Exercise
Retype each entry exactly. Skip any pictures.

Record set section start

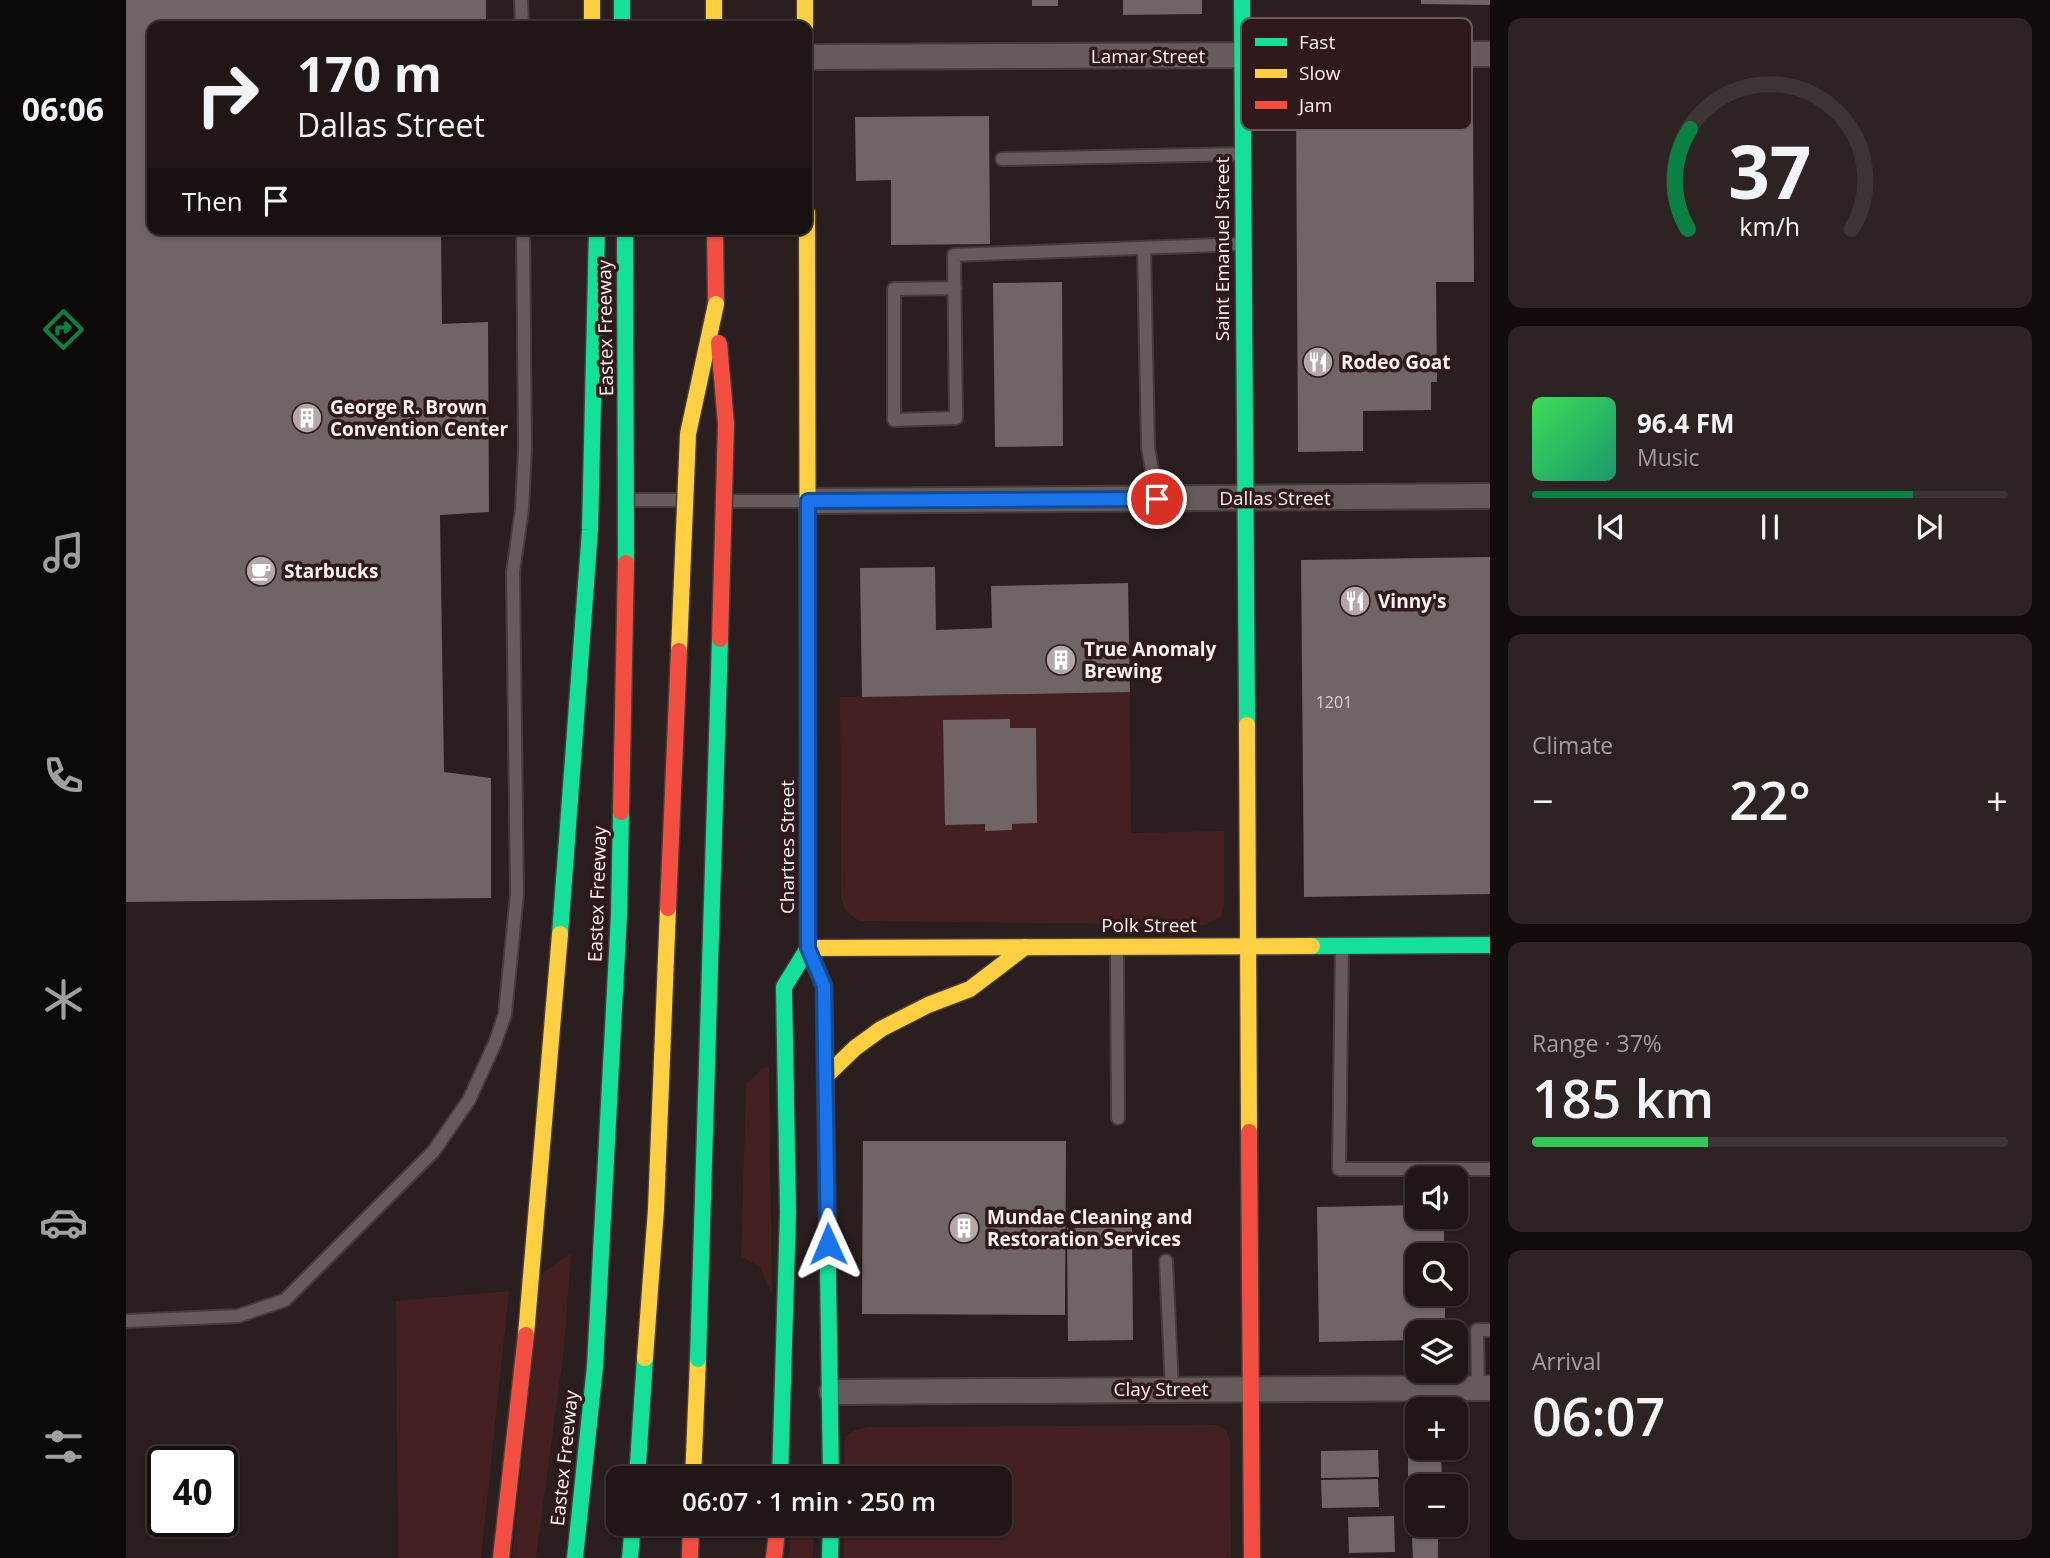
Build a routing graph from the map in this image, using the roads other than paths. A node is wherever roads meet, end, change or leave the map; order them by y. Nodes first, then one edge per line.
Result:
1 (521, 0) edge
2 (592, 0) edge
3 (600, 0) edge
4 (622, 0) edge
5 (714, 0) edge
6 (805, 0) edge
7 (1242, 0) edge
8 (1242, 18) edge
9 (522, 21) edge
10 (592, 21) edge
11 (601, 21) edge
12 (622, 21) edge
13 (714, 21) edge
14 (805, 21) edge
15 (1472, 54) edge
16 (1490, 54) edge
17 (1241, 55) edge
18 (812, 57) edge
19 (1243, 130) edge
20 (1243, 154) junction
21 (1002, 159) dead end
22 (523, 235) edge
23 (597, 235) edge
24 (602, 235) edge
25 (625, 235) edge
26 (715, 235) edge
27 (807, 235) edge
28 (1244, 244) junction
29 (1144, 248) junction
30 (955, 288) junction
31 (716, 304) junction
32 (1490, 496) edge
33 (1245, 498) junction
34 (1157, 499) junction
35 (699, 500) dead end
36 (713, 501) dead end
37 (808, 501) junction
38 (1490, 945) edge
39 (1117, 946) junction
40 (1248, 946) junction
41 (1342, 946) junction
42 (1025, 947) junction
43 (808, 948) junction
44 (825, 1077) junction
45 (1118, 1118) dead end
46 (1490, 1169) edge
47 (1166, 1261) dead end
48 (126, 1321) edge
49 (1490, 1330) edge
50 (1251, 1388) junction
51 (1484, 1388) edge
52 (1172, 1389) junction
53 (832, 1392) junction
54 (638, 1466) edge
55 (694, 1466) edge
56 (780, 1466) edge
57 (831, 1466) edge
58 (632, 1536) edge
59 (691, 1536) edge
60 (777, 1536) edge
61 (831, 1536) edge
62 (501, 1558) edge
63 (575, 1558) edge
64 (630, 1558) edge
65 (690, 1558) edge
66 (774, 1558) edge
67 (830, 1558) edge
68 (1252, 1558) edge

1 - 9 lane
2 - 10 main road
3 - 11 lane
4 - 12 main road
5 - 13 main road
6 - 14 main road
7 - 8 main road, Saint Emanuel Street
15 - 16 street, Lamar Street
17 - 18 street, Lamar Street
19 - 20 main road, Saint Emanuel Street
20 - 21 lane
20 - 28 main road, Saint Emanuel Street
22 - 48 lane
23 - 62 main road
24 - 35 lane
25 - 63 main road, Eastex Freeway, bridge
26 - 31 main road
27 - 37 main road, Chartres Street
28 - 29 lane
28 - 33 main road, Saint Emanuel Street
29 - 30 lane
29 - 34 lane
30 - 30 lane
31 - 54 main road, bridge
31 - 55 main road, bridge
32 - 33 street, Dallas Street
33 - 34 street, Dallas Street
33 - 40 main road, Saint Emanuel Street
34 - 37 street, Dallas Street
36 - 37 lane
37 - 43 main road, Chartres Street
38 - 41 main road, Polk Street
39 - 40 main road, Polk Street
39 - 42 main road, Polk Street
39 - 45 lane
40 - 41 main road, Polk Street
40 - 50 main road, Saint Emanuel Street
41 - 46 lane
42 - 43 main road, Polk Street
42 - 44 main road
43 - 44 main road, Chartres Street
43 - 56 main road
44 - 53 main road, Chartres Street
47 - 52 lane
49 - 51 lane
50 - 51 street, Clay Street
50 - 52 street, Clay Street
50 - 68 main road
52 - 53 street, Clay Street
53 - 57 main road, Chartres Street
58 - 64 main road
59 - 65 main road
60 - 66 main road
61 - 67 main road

Record set section end

Problem solution
Build a routing graph from the map in this image, using the roads other than paths. A node is wherever roads meet, end, change or leave the map; order them by y. Nodes first, then one edge per line.
Result:
1 (521, 0) edge
2 (592, 0) edge
3 (600, 0) edge
4 (622, 0) edge
5 (714, 0) edge
6 (805, 0) edge
7 (1242, 0) edge
8 (1242, 18) edge
9 (522, 21) edge
10 (592, 21) edge
11 (601, 21) edge
12 (622, 21) edge
13 (714, 21) edge
14 (805, 21) edge
15 (1472, 54) edge
16 (1490, 54) edge
17 (1241, 55) edge
18 (812, 57) edge
19 (1243, 130) edge
20 (1243, 154) junction
21 (1002, 159) dead end
22 (523, 235) edge
23 (597, 235) edge
24 (602, 235) edge
25 (625, 235) edge
26 (715, 235) edge
27 (807, 235) edge
28 (1244, 244) junction
29 (1144, 248) junction
30 (955, 288) junction
31 (716, 304) junction
32 (1490, 496) edge
33 (1245, 498) junction
34 (1157, 499) junction
35 (699, 500) dead end
36 (713, 501) dead end
37 (808, 501) junction
38 (1490, 945) edge
39 (1117, 946) junction
40 (1248, 946) junction
41 (1342, 946) junction
42 (1025, 947) junction
43 (808, 948) junction
44 (825, 1077) junction
45 (1118, 1118) dead end
46 (1490, 1169) edge
47 (1166, 1261) dead end
48 (126, 1321) edge
49 (1490, 1330) edge
50 (1251, 1388) junction
51 (1484, 1388) edge
52 (1172, 1389) junction
53 (832, 1392) junction
54 (638, 1466) edge
55 (694, 1466) edge
56 (780, 1466) edge
57 (831, 1466) edge
58 (632, 1536) edge
59 (691, 1536) edge
60 (777, 1536) edge
61 (831, 1536) edge
62 (501, 1558) edge
63 (575, 1558) edge
64 (630, 1558) edge
65 (690, 1558) edge
66 (774, 1558) edge
67 (830, 1558) edge
68 (1252, 1558) edge

1 - 9 lane
2 - 10 main road
3 - 11 lane
4 - 12 main road
5 - 13 main road
6 - 14 main road
7 - 8 main road, Saint Emanuel Street
15 - 16 street, Lamar Street
17 - 18 street, Lamar Street
19 - 20 main road, Saint Emanuel Street
20 - 21 lane
20 - 28 main road, Saint Emanuel Street
22 - 48 lane
23 - 62 main road
24 - 35 lane
25 - 63 main road, Eastex Freeway, bridge
26 - 31 main road
27 - 37 main road, Chartres Street
28 - 29 lane
28 - 33 main road, Saint Emanuel Street
29 - 30 lane
29 - 34 lane
30 - 30 lane
31 - 54 main road, bridge
31 - 55 main road, bridge
32 - 33 street, Dallas Street
33 - 34 street, Dallas Street
33 - 40 main road, Saint Emanuel Street
34 - 37 street, Dallas Street
36 - 37 lane
37 - 43 main road, Chartres Street
38 - 41 main road, Polk Street
39 - 40 main road, Polk Street
39 - 42 main road, Polk Street
39 - 45 lane
40 - 41 main road, Polk Street
40 - 50 main road, Saint Emanuel Street
41 - 46 lane
42 - 43 main road, Polk Street
42 - 44 main road
43 - 44 main road, Chartres Street
43 - 56 main road
44 - 53 main road, Chartres Street
47 - 52 lane
49 - 51 lane
50 - 51 street, Clay Street
50 - 52 street, Clay Street
50 - 68 main road
52 - 53 street, Clay Street
53 - 57 main road, Chartres Street
58 - 64 main road
59 - 65 main road
60 - 66 main road
61 - 67 main road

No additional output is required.